[Opening Data for review section]

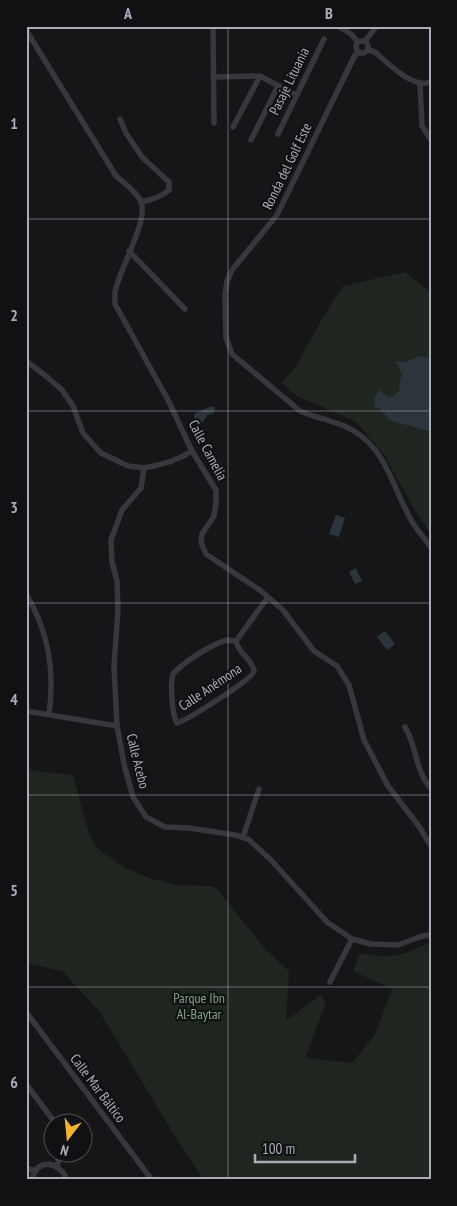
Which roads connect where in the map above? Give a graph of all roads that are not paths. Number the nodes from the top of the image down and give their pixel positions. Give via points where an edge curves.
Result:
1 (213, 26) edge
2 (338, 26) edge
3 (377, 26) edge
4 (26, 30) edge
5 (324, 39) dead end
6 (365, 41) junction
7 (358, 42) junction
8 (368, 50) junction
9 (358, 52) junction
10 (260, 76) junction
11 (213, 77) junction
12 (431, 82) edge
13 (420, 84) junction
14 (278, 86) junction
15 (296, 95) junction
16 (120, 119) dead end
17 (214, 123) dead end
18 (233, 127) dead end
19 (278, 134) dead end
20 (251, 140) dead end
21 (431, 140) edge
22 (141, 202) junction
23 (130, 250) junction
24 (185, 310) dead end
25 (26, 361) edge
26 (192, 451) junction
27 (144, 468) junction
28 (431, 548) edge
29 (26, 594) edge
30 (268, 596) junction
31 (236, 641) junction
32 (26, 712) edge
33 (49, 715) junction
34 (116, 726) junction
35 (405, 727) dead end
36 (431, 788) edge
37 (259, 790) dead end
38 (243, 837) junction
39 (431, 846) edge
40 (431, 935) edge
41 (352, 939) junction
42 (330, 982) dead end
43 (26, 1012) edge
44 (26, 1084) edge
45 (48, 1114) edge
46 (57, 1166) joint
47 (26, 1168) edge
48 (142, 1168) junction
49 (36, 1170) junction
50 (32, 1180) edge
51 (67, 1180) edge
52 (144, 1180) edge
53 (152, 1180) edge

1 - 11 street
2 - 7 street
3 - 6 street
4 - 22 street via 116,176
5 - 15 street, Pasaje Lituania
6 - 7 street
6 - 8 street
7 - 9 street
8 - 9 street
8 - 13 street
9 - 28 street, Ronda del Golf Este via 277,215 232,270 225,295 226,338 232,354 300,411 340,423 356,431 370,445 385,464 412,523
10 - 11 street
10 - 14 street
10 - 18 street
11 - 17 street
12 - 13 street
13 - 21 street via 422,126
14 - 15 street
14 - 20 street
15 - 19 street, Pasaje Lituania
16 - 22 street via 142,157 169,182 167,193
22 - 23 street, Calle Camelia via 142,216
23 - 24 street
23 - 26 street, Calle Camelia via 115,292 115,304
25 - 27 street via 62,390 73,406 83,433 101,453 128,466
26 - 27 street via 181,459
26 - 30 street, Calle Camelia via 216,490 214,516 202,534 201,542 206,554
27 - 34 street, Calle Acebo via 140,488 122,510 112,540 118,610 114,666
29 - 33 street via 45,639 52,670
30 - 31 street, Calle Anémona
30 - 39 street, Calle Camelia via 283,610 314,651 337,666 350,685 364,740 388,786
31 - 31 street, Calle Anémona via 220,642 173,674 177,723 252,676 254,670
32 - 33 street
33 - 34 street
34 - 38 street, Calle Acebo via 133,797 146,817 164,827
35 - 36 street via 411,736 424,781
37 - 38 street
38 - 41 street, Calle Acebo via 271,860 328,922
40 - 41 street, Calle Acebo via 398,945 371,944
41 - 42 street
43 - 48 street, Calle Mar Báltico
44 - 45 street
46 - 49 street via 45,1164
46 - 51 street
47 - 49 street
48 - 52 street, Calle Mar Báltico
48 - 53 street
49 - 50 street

[Closing Data for review section]

> _Exercise_
Set down every entry exactly; omit the pictures.

> _Final answer_
Which roads connect where in the map above? Give a graph of all roads that are not paths. Number the nodes from the top of the image down and give their pixel positions. Give via points where an edge curves.
Result:
1 (213, 26) edge
2 (338, 26) edge
3 (377, 26) edge
4 (26, 30) edge
5 (324, 39) dead end
6 (365, 41) junction
7 (358, 42) junction
8 (368, 50) junction
9 (358, 52) junction
10 (260, 76) junction
11 (213, 77) junction
12 (431, 82) edge
13 (420, 84) junction
14 (278, 86) junction
15 (296, 95) junction
16 (120, 119) dead end
17 (214, 123) dead end
18 (233, 127) dead end
19 (278, 134) dead end
20 (251, 140) dead end
21 (431, 140) edge
22 (141, 202) junction
23 (130, 250) junction
24 (185, 310) dead end
25 (26, 361) edge
26 (192, 451) junction
27 (144, 468) junction
28 (431, 548) edge
29 (26, 594) edge
30 (268, 596) junction
31 (236, 641) junction
32 (26, 712) edge
33 (49, 715) junction
34 (116, 726) junction
35 (405, 727) dead end
36 (431, 788) edge
37 (259, 790) dead end
38 (243, 837) junction
39 (431, 846) edge
40 (431, 935) edge
41 (352, 939) junction
42 (330, 982) dead end
43 (26, 1012) edge
44 (26, 1084) edge
45 (48, 1114) edge
46 (57, 1166) joint
47 (26, 1168) edge
48 (142, 1168) junction
49 (36, 1170) junction
50 (32, 1180) edge
51 (67, 1180) edge
52 (144, 1180) edge
53 (152, 1180) edge

1 - 11 street
2 - 7 street
3 - 6 street
4 - 22 street via 116,176
5 - 15 street, Pasaje Lituania
6 - 7 street
6 - 8 street
7 - 9 street
8 - 9 street
8 - 13 street
9 - 28 street, Ronda del Golf Este via 277,215 232,270 225,295 226,338 232,354 300,411 340,423 356,431 370,445 385,464 412,523
10 - 11 street
10 - 14 street
10 - 18 street
11 - 17 street
12 - 13 street
13 - 21 street via 422,126
14 - 15 street
14 - 20 street
15 - 19 street, Pasaje Lituania
16 - 22 street via 142,157 169,182 167,193
22 - 23 street, Calle Camelia via 142,216
23 - 24 street
23 - 26 street, Calle Camelia via 115,292 115,304
25 - 27 street via 62,390 73,406 83,433 101,453 128,466
26 - 27 street via 181,459
26 - 30 street, Calle Camelia via 216,490 214,516 202,534 201,542 206,554
27 - 34 street, Calle Acebo via 140,488 122,510 112,540 118,610 114,666
29 - 33 street via 45,639 52,670
30 - 31 street, Calle Anémona
30 - 39 street, Calle Camelia via 283,610 314,651 337,666 350,685 364,740 388,786
31 - 31 street, Calle Anémona via 220,642 173,674 177,723 252,676 254,670
32 - 33 street
33 - 34 street
34 - 38 street, Calle Acebo via 133,797 146,817 164,827
35 - 36 street via 411,736 424,781
37 - 38 street
38 - 41 street, Calle Acebo via 271,860 328,922
40 - 41 street, Calle Acebo via 398,945 371,944
41 - 42 street
43 - 48 street, Calle Mar Báltico
44 - 45 street
46 - 49 street via 45,1164
46 - 51 street
47 - 49 street
48 - 52 street, Calle Mar Báltico
48 - 53 street
49 - 50 street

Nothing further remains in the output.